I hope this answers some of your questions, Jimbo!
-Jane


----------



## T-Bone (Nov 23, 2005)

dennis said:


> What sort of rain fall did you get for those 28 days? Gosh, I think I would have to poke myself in the eye with a stick if it did that here!


It was mixed; light, scattered, heavy. With some minor flooding. Not In my area though. (I live on the middle of a hill) Sure was depressing for a while then we (vancouverites) started getting exited about beating the record for most days with straight rain since 1976 i think it was. You jst have to take your victories where you can :lol:

Allthough I do remember when I fist moved to Vancouver, about 2 years ago. I had been there a month or so. It had rained really, really hard, for days non stop. I remeber going home after work and driving my dodge ram off the onramp and into a puddle that was letting water through the door seams. I also remember pushing a stuck toyota through, with my truck. (boy I miss that truck) :crybaby: I got rid of it because it was a gas guzzler, but man it was indestructable.


----------



## Jimbo205 (Feb 2, 2006)

WOW!!!!!! What a link!!!!!!

Jane, great stuff!!

:thumbsup:

Oh, and for the hill and such I very, highly recommend the new & old books by Mel Bartholomew - Square Foot Gardening. To cheat you can also go to www.squarefootgardening.com but if you love outdoor gardening as I think you do (by your description alone of the hill); you will want to read the books. He is an Engineer by training. The first book reads like it was written by an Engineer; the second - BLESS THE MAN - reads like it was written for his mechanic, Aunt Martha, Uncle Johnny and Jimbo205 - nice and VERY down to earth and easy to read.

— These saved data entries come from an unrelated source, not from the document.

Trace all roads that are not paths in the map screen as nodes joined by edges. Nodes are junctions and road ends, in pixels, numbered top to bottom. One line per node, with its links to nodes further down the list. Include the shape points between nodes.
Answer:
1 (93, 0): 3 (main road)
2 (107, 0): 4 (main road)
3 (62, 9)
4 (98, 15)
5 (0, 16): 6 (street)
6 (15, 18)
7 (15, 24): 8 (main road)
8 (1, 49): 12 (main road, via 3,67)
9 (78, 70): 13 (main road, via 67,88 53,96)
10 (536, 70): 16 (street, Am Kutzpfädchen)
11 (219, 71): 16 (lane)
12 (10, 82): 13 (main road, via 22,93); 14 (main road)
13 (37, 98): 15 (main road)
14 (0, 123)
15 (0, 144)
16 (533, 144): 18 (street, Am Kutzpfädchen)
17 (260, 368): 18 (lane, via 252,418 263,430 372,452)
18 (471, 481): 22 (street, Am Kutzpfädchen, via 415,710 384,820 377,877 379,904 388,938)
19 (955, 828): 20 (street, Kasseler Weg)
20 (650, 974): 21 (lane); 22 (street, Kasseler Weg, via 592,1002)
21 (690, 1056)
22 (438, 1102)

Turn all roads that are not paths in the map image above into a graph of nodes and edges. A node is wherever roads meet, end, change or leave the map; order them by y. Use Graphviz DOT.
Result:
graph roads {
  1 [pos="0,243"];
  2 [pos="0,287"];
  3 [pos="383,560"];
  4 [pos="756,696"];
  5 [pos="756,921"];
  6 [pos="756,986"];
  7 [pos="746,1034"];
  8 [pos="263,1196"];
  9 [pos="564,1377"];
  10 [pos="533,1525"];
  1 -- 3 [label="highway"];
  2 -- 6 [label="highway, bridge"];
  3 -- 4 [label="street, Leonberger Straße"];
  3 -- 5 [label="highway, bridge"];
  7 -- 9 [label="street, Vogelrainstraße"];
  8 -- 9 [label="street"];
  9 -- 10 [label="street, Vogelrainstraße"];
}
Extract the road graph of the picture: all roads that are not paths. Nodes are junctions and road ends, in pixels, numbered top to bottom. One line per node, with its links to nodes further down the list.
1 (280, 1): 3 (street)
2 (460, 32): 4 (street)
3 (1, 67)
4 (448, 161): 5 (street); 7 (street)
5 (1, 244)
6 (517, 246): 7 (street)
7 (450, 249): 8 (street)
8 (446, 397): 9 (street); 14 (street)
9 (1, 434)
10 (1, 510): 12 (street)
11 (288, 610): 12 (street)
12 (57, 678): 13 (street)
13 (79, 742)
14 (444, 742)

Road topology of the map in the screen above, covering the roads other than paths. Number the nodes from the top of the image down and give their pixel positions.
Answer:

If and when you have the time to read and devour them. I would very much look forward to your thoughts, feelings and opinions on his books. And if it was helpful with the hill.


----------



## Jane in Upton (Aug 10, 2005)

Great! Thanks for the book references - I'll go look those up!

Actually, I don't mind if its a bit of Engineerese...... I can muddle through.

Yes, I've gotten more into outdoor gardening, but still way at the bottom of the learning curve! I finally had an apartment where I could plant a few outdoor tomatoes and lettuce. Learned the hard way why you DON'T want to make a salad out of lettuce that's bolting - yeauch! Now I'm in a townhouse condo. I've put some lovely iris on the hill, and a mix of other things. Technically, we're not supposed to have any vegetables, but I have tomatoes in big pots on my deck, and I'm way in the back, so only two other people even see them, and I make sure to share the bounty, so its not an issue. 

Its a whole other world, coming from some houseplant and terrarium experience, into the great outdoors, LOL! But, I'm game to learn!

Off to check out Square Foot Gardening! Thanks!
-Jane


----------



## Jane in Upton (Aug 10, 2005)

That's an interesting site. I especially think the raised beds idea for handicapped folks is useful. There is an extension school around here that has a program like that. 

Technically the "horrible hill" is not mine, so I can't go doing much with it. I actually lift the layer of mulch very carefully and put it aside, before amending the grit underneath it, trying to make it into a nicer soil. Then I replace the mulch, so you can barely tell anything happened. But presto! Iris and daffodils come up in the spring!

The author raises some very good points about trying to change large swaths of yard/lawn/garden. His approach seems very purpose-oriented. I like that. Sort of like a variation on container gardening. I grow my tomatoes in containers - all good soil, and I got a very good harvest last summer.

Aesthetically, I like putting a smattering of one bulb type here, and a clump of something there. The original landscaping included some creeping phlox, and when I look out the 2nd floor window, they're perfectly lined up in a row - two in front of each residence - all the way down the line. Like ducks in a row. Its a little too regimented, so I've moved them around, and added above and below the "line". 

-Jane


----------



## Jimbo205 (Feb 2, 2006)

Jane, I warn you his books are a pleasure to read, and you don't need to be an expert in the sciences (always a plus anywhere though I guess). 
If you know how to read and follow directions and like writers that are down to earth - he is fantastic. 
I have even asked him if he would be willing to write a book for this hobby. 
He is interested in hydroponic plants and mentioned an aquarium in his house in one post. I am hoping that he would be willing to consider writing a book on this. He is purpose oriented and straight forward and likes to simplify things. The more I read his other books, the more I appreciate the foundation (theory) that he builds upon. 
There are times he does get a little overboard with squares. But when you read his - Cash from Square Foot Gardening book you appreciate it more.

www.gardeners.com has great self-watering containers for tomatoes. They might be pricy but the theory is that respiration and a constant water supply without drowning the roots increases the harvest. All from a container!

Enjoy.


----------